Tensión en Irán tras protestas
El líder supremo de Irán, el ayatolá Alí Jamenei, endureció su postura ante las recientes protestas antigubernamentales que sacudieron el país. El líder religioso instó a las autoridades a "dominar a los sediciosos", avivando la preocupación por una escalada de la represión.
En declaraciones realizadas el sábado 16 de enero, el ayatolá Jamenei responsabilizó directamente al expresidente estadounidense Donald Trump por las consecuencias de las protestas, incluyendo la pérdida de vidas. "Hacemos responsable al presidente estadounidense de las víctimas, los daños y las acusaciones que ha lanzado contra la nación iraní", sentenció el líder supremo, en una clara muestra del deterioro de las relaciones entre Irán y Estados Unidos.
La ola de protestas, motivada por el descontento económico y la falta de libertades, ha sido enfrentada con severidad por las fuerzas de seguridad iraníes.
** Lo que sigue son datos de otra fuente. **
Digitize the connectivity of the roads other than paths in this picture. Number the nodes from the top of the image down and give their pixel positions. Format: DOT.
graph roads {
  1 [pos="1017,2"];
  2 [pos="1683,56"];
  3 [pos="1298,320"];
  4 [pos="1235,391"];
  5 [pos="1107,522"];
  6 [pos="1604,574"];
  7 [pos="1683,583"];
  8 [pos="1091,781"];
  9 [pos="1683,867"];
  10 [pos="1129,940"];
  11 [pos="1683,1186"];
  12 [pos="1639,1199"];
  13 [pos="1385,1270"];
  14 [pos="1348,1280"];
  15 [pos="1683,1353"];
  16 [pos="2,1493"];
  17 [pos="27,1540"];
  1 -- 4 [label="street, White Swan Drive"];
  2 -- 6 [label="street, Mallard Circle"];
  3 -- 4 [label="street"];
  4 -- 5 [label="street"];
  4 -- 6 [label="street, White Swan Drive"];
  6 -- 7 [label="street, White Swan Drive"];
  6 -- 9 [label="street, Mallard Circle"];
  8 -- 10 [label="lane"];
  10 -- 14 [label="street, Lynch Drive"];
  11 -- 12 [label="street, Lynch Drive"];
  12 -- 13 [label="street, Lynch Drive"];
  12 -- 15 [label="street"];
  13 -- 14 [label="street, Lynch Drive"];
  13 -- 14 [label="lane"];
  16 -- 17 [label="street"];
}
Organizaciones de derechos humanos han denunciado un uso excesivo de la fuerza y un alto número de detenciones, generando preocupación a nivel internacional. La cifra exacta de muertos y heridos durante las manifestaciones sigue siendo objeto de controversia, con fuentes oficiales minimizando el impacto y organizaciones independientes reportando cifras mucho más elevadas.
La retórica del ayatolá Jamenei, que atribuye la inestabilidad a injerencias externas, sugiere una línea dura en la respuesta del gobierno a cualquier forma de disidencia. La exigencia de "dominar a los sediciosos" alimenta el temor a una mayor represión y a un recrudecimiento de las tensiones sociales y políticas en Irán. El futuro del país se vislumbra incierto, marcado por la creciente polarización y la persistente crisis económica.